> **DATA UNDER STUDY**:
· · · ·

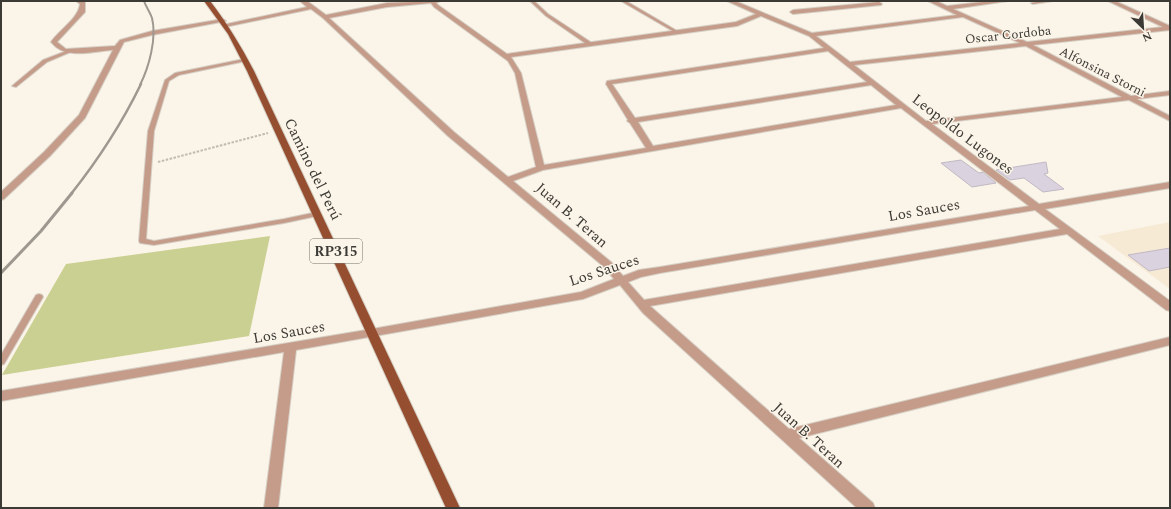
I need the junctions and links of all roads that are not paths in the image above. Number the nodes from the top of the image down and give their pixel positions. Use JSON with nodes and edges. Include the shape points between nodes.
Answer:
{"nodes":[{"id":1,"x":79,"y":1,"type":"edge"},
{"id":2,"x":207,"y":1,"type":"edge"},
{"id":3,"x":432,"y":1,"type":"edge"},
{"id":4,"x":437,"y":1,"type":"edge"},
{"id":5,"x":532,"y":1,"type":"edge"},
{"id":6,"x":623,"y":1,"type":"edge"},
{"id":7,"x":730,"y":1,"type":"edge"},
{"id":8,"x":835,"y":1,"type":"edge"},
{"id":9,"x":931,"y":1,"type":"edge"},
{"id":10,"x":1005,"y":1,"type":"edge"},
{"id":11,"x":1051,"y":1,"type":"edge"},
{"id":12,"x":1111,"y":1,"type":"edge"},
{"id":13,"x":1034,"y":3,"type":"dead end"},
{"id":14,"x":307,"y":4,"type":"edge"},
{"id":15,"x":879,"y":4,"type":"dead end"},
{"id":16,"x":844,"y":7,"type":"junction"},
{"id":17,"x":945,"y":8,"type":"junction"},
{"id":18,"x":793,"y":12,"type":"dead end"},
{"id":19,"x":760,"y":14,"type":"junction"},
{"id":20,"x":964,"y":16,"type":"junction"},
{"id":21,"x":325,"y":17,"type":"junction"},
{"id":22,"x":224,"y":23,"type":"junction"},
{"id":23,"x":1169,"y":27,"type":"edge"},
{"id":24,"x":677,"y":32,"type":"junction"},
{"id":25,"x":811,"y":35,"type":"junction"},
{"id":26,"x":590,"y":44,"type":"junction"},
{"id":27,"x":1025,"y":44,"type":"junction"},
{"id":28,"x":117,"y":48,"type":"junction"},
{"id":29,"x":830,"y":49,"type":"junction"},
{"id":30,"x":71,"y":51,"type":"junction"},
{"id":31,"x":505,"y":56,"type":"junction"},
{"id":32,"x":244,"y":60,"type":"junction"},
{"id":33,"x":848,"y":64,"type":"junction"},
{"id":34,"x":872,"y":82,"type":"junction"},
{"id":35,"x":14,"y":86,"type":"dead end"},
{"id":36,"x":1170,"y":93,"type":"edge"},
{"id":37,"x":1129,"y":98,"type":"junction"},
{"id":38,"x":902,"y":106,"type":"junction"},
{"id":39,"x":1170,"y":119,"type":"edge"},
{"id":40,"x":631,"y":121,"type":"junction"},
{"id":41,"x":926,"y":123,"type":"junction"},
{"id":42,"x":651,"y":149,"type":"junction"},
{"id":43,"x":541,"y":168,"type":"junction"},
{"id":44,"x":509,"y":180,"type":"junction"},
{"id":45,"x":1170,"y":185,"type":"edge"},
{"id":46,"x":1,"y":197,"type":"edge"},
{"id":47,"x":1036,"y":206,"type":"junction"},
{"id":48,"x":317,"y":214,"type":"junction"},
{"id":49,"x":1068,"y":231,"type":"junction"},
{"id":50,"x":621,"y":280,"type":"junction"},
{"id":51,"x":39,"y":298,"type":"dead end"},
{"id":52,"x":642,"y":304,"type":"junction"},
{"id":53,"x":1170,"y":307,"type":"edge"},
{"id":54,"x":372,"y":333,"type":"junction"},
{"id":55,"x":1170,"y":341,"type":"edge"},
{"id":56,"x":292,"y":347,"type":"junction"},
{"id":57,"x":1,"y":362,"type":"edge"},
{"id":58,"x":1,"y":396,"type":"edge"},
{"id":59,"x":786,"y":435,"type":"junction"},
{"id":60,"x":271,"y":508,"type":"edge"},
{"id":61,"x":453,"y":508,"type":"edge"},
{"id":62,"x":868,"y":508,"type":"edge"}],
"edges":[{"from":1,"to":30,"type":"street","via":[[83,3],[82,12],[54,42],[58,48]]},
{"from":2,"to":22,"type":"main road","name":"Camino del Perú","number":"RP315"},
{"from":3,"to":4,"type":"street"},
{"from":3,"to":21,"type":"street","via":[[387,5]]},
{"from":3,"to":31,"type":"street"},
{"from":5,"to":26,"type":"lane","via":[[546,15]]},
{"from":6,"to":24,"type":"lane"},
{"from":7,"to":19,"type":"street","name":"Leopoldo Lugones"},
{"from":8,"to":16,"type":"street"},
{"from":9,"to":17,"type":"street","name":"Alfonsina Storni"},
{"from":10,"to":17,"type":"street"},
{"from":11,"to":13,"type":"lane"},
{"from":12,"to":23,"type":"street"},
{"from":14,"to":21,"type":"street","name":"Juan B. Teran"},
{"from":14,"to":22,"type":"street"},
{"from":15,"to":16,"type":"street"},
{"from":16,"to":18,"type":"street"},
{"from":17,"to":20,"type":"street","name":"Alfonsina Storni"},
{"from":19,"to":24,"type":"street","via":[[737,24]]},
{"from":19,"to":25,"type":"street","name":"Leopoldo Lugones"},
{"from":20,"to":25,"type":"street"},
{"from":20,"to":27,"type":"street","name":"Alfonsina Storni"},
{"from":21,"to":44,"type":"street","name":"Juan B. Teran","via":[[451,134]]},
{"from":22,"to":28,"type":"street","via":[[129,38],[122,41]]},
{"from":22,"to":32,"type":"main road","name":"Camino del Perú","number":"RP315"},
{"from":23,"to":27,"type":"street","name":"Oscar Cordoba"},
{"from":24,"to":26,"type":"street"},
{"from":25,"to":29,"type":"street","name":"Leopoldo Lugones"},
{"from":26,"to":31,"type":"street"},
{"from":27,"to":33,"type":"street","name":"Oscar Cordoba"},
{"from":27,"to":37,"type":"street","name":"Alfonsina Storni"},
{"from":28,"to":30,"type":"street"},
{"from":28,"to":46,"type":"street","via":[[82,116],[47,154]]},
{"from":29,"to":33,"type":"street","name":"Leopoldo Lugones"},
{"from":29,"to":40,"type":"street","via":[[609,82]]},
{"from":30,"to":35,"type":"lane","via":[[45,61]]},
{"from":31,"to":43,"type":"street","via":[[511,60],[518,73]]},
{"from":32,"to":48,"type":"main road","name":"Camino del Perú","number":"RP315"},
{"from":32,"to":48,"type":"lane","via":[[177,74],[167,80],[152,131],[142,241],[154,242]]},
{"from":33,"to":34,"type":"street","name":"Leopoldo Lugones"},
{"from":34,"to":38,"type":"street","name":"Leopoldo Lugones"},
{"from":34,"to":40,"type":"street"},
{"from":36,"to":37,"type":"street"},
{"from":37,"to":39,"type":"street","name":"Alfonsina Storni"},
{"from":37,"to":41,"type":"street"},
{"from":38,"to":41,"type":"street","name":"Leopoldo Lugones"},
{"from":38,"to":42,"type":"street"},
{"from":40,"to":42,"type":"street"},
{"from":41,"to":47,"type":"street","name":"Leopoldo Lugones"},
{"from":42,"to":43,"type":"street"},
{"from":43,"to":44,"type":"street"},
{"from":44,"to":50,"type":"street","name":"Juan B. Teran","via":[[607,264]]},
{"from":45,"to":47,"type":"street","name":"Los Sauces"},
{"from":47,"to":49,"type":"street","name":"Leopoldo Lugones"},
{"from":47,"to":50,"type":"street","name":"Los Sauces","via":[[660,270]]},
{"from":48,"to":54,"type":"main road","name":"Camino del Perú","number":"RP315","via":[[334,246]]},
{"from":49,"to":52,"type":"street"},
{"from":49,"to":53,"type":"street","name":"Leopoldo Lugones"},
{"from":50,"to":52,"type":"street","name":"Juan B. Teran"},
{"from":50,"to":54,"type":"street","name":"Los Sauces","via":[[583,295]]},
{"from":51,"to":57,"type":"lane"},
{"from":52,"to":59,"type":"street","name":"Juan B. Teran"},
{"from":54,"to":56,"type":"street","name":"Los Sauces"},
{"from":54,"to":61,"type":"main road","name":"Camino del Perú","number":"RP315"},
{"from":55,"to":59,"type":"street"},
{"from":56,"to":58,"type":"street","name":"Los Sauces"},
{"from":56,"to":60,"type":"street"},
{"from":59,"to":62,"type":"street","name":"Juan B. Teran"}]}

· · · ·

> **AIM OF THE EXERCISE**: Lines holding the word "Storni" are the answer; copy every one from the records above.

> **ANSWER AREA**:
{"from":9,"to":17,"type":"street","name":"Alfonsina Storni"},
{"from":17,"to":20,"type":"street","name":"Alfonsina Storni"},
{"from":20,"to":27,"type":"street","name":"Alfonsina Storni"},
{"from":27,"to":37,"type":"street","name":"Alfonsina Storni"},
{"from":37,"to":39,"type":"street","name":"Alfonsina Storni"},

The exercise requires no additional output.